Core 11 url
Core 11 - URL Module¶
Basic Idea¶
URLs are how everything on the web is addressed Node has two URL APIs - the legacy url.parse() and the WHATWG new URL() They parse differently , behave differently , and one of them is wrong half the time
Legacy vs WHATWG - The Two APIs¶
const url = require('url')
// LEGACY API - url.parse() (deprecated but still everywhere)
const legacy = url.parse('https://user:pass@example.com:8080/path?q=1#hash')
console.log(legacy)
// {
// protocol: 'https:',
// hostname: 'example.com',
// port: '8080',
// pathname: '/path',
// search: '?q=1',
// hash: '#hash',
// auth: 'user:pass'
// }
// WHATWG API - new URL() (modern , spec-compliant)
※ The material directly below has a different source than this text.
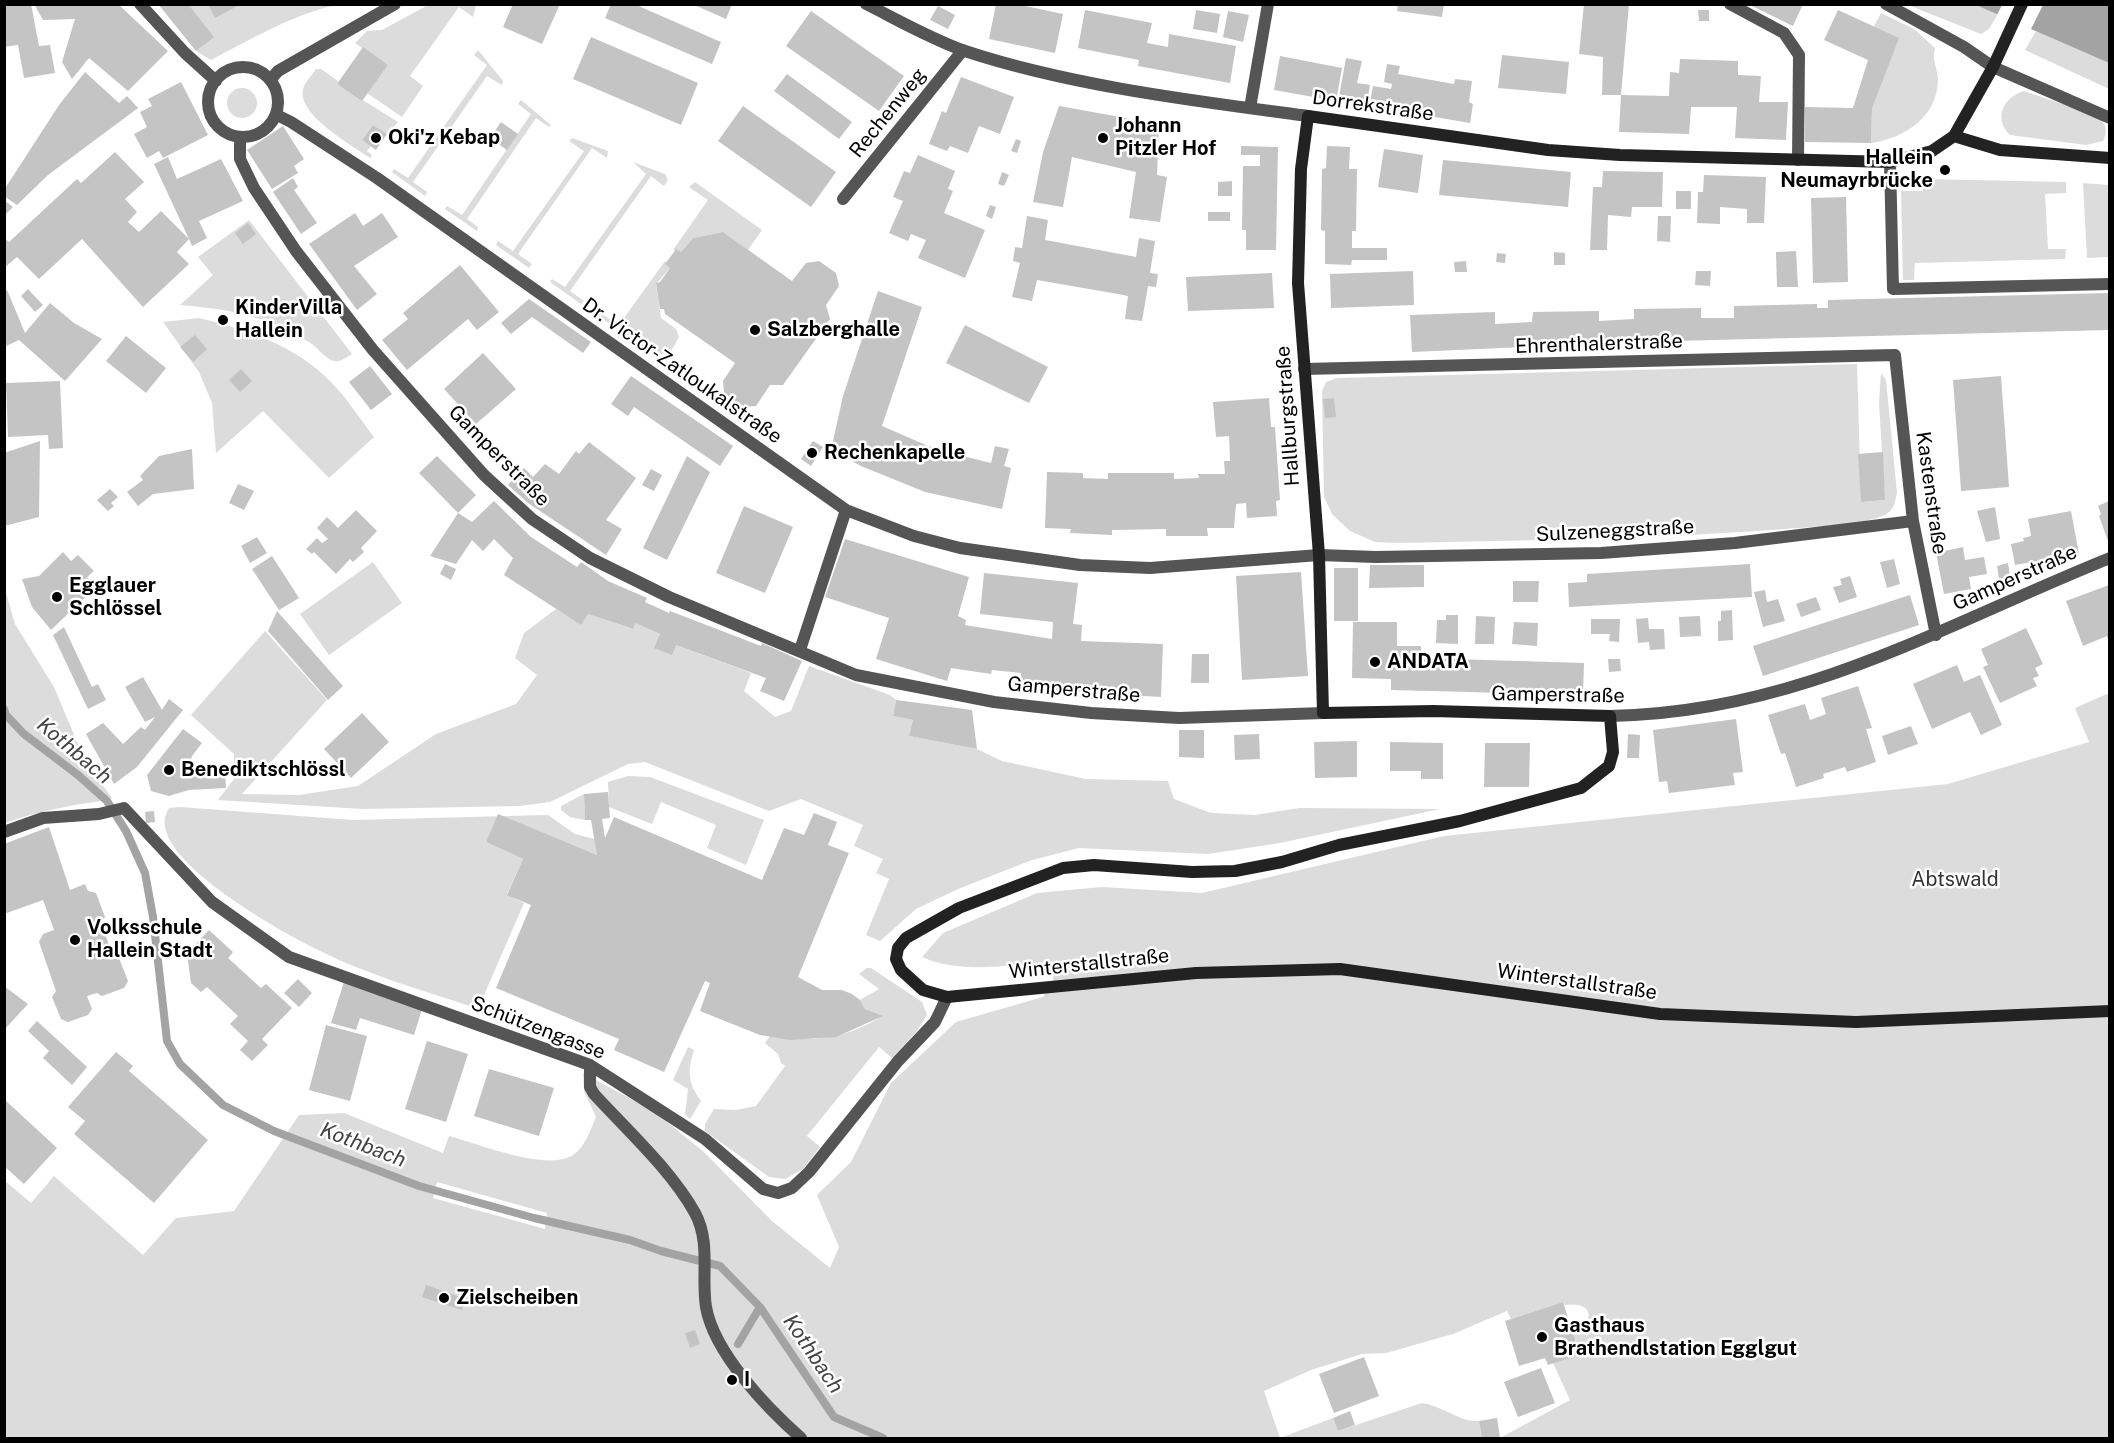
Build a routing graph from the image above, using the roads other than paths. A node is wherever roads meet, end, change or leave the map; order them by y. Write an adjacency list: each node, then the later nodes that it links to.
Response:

const whatwg = new URL('https://user:pass@example.com:8080/path?q=1#hash')
console.log(whatwg)
// {
// protocol: 'https:',
// hostname: 'example.com',
// port: '8080',
// pathname: '/path',
// search: '?q=1',
// hash: '#hash',
// username: 'user',
// password: 'pass'
// }
Use the WHATWG API unless you're maintaining code from 2014 url.parse() is deprecated but not removed - too much legacy code depends on it The biggest difference: WHATWG follows the browser URL spec , legacy follows Node's own path
URL Components¶
const myURL = new URL('https://user:pass@api.example.com:8443/v2/users?page=1&limit=10#section')
console.log('href:', myURL.href) // full URL
console.log('protocol:', myURL.protocol) // https: (with colon)
console.log('hostname:', myURL.hostname) // api.example.com
console.log('port:', myURL.port) // 8443
console.log('host:', myURL.host) // api.example.com:8443
console.log('pathname:', myURL.pathname) // /v2/users
console.log('search:', myURL.search) // ?page=1&limit=10
console.log('hash:', myURL.hash) // #section
console.log('username:', myURL.username) // user
console.log('password:', myURL.password) // pass (don't log this in production)
console.log('origin:', myURL.origin) // https://api.example.com:8443
// URL is mutable - you can change components
myURL.pathname = '/v3/products'
myURL.searchParams.set('sort', 'asc')
console.log(myURL.href) // https://user:pass@api.example.com:8443/v3/products?page=1&limit=10&sort=asc#section
The WHATWG URL object is mutable - you can reassign components or modify searchParams origin is derived from protocol + host - useful for CORS checks host includes port , hostname doesn't - common confusion
URLSearchParams¶
const myURL = new URL('https://example.com/api?name=mahmoud&age=25&active=true')
// get - first value
console.log(myURL.searchParams.get('name')) // mahmoud
// getAll - all values (duplicate keys)
myURL.searchParams.append('tag', 'admin')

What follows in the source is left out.